Randall Stuewe: Hi, Jason. Good morning. This is Matt. I would say there’s a lot of hypothetical in in that question in in terms of the way that we would deal with that would be, you know, if and when there is something that that comes down the pipe. But, you know, today, we don’t see that on the regulatory thing. Yeah. I just say, you know, look, I think with with respect to sales to Europe, you know, I we’re we’re we’re selling based on you know, we we sell a price that is is you know, we we offer a price and and our our customers are gonna deal with, you know, certain regulatory hurdles if they need to get through those. We’re not only selling to Europe, we’re selling a lot in the United States as well. And and so I think, you know, Diamond Green is is well balanced.

As far as the regulatory environment in 45Z, I think know, it’s it’s a it’s a good point because you know, we’ve gotten this notice and we’re working with this notice and, you know, could that notice change or could a new notice be be be put out? That’s certainly possible. But what we see is really broad bipartisan support for US biofuel policy, maybe not all environmental policy, but biofuel policy. And and so, you know, however that shakes out, we’re confident given sort of the global network that we have and the integration between Darling and Diamond Green Diesel and Valero that that we’d be able to adapt to whatever regulation. And I think just following up on Matt, I know he did a nice job of explaining. At the end of the day, our customers don’t feel that or share that risk right now as you know, the it’s optional origin when they pick up out of the gulf where they’re going with product, whether it’s the West Coast, whether it’s up north, or whether it’s on to Europe.

Jason Gabelman: Got it. Great. Thanks for that color. And my follow-up is on the LCFS program. I think there was some hope with the new amendment that that LCFS prices would start to move higher.
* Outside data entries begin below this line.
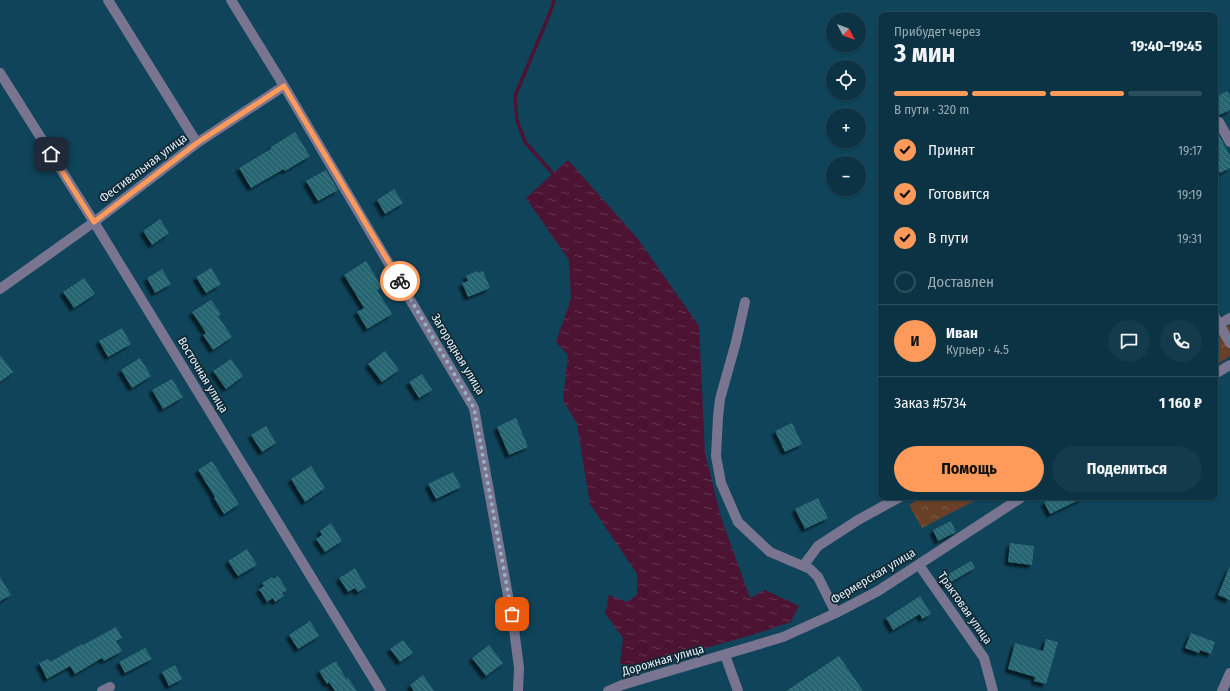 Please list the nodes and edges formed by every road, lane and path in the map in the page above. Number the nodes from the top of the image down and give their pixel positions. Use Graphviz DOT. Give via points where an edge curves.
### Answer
graph roads {
  1 [pos="108,0"];
  2 [pos="232,0"];
  3 [pos="0,73"];
  4 [pos="284,86"];
  5 [pos="1219,122"];
  6 [pos="1230,142"];
  7 [pos="197,143"];
  8 [pos="94,222"];
  9 [pos="0,289"];
  10 [pos="744,302"];
  11 [pos="1230,318"];
  12 [pos="1218,323"];
  13 [pos="1218,325"];
  14 [pos="1230,343"];
  15 [pos="1230,365"];
  16 [pos="1218,372"];
  17 [pos="895,500"];
  18 [pos="1017,500"];
  19 [pos="919,564"];
  20 [pos="803,566"];
  21 [pos="836,613"];
  22 [pos="725,655"];
  23 [pos="1230,673"];
  24 [pos="381,691"];
  25 [pos="518,691"];
  26 [pos="608,691"];
  27 [pos="738,691"];
  28 [pos="992,691"];
  29 [pos="1222,691"];
  1 -- 7 [label="street"];
  2 -- 4 [label="street, Загородная улица"];
  3 -- 8 [label="street, Восточная улица"];
  4 -- 7 [label="street, Фестивальная улица"];
  4 -- 25 [label="street, Загородная улица" via="474,408 514,629 519,668"];
  5 -- 6 [label="street"];
  7 -- 8 [label="street, Фестивальная улица"];
  8 -- 9 [label="street, Фестивальная улица"];
  8 -- 24 [label="street, Восточная улица"];
  10 -- 20 [label="street" via="720,399 716,456 721,482 738,522 770,552"];
  11 -- 12 [label="street"];
  13 -- 14 [label="street"];
  15 -- 16 [label="street"];
  17 -- 20 [label="street" via="818,546"];
  18 -- 19 [label="street, Фермерская улица"];
  19 -- 21 [label="street, Фермерская улица" via="878,591"];
  19 -- 28 [label="street, Трактовая улица" via="984,658"];
  20 -- 21 [label="street" via="818,577"];
  21 -- 22 [label="street, Фермерская улица" via="783,637"];
  22 -- 26 [label="street, Дорожная улица"];
  22 -- 27 [label="street"];
  23 -- 29 [label="street"];
} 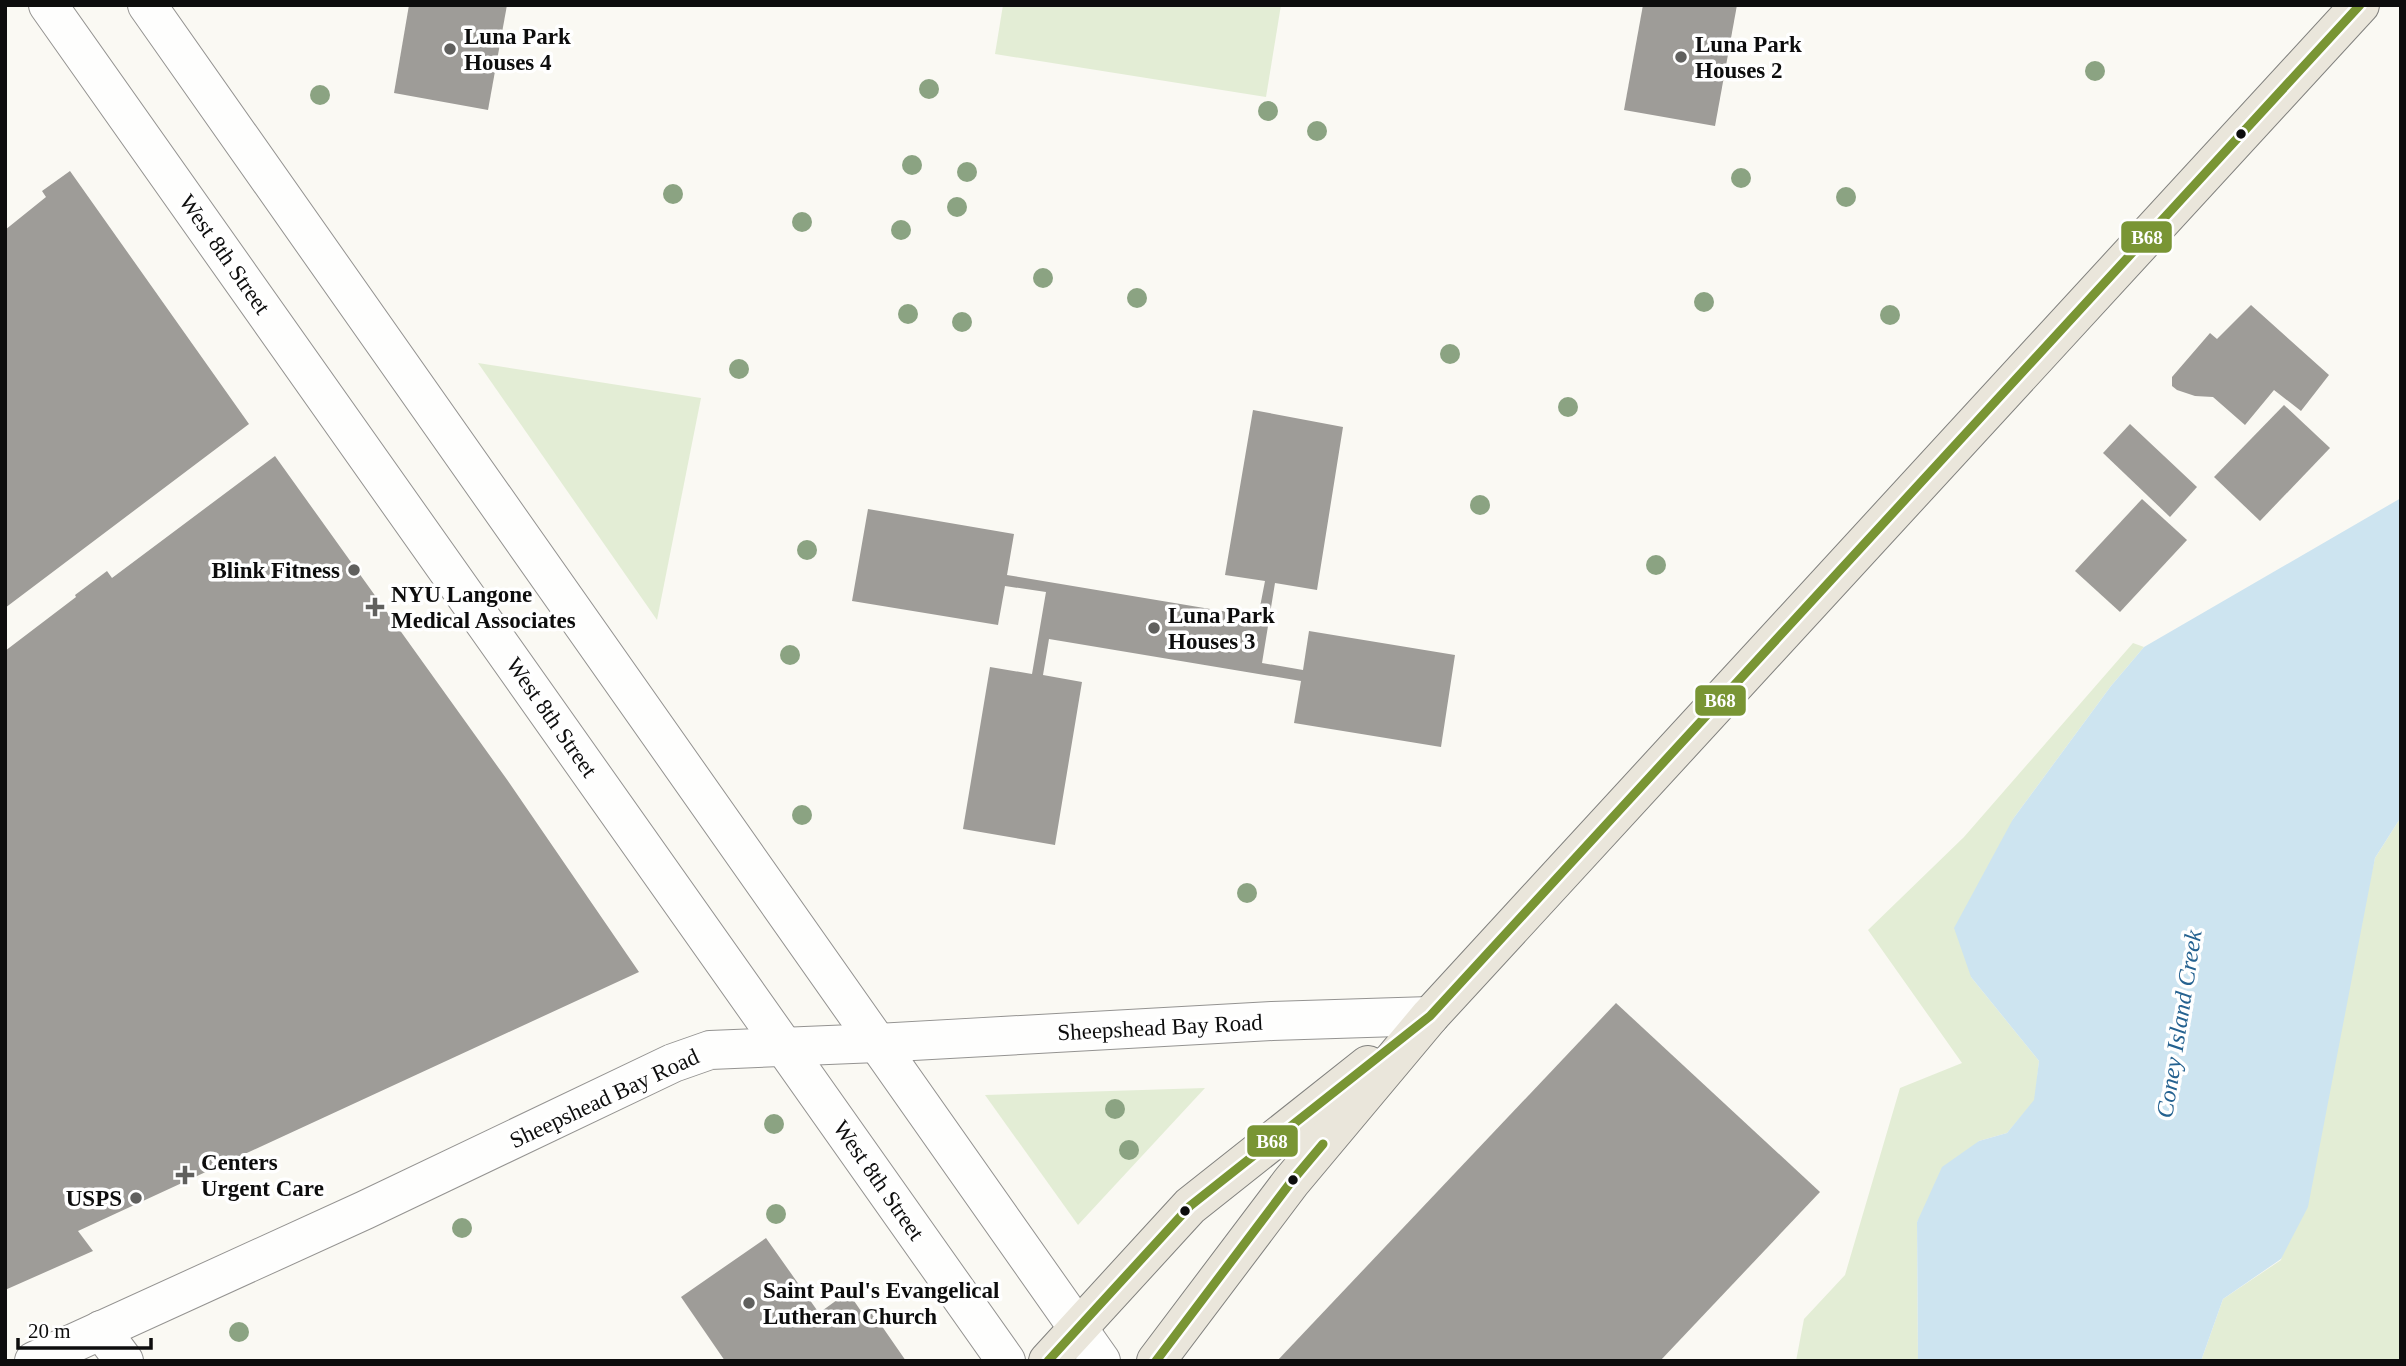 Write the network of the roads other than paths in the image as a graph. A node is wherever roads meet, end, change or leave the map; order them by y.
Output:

They they clearly come off lows but but maybe not at the triple-digit levels that some had hoped. I was hoping you could reflect on kind of why you think LCFS prices have not rebounded maybe to the expectations at some have had and and and your assumption for LCFS prices for 2025 within your guidance.

Randall Stuewe: Yeah. So I think and this is Bob. The amendments that CARB passed would be effective April first. And, you know, we’re just continuing to wait for wait for confirmation of those amendments. I think if if the market sees that, we’ll we’ll start to see we’ll start to see that change. But similar to RINs, LCFS credits they don’t trade like a mature futures market does. And so, you know, we are we are coming into this year with a lot of credits, a big bank. The market really needs to eat through that bank before we start to see credit values increase. And and so specifically with LCFS credits, that that’s probably something that happens slowly throughout the course of the year.

Jason Gabelman: Thank you.

Operator: This concludes our question and answer session. I would like to turn the conference back over to Randall Stuewe for any closing comments.

Randall Stuewe: Thanks, everybody. Great questions today. Really appreciate it. Well done by our team describing the situation. Brad, we want to just say thank you for everything you’ve done for 36 years. You’ll truly be missed. And as always, if you have additional questions, feel free to follow-up with Suann Guthrie. Stay safe. We’ll see many of you in the conferences over the next coming couple months here. Thank you.

Operator: The conference is now concluded. Thank you for attending today’s presentation. You may now disconnect.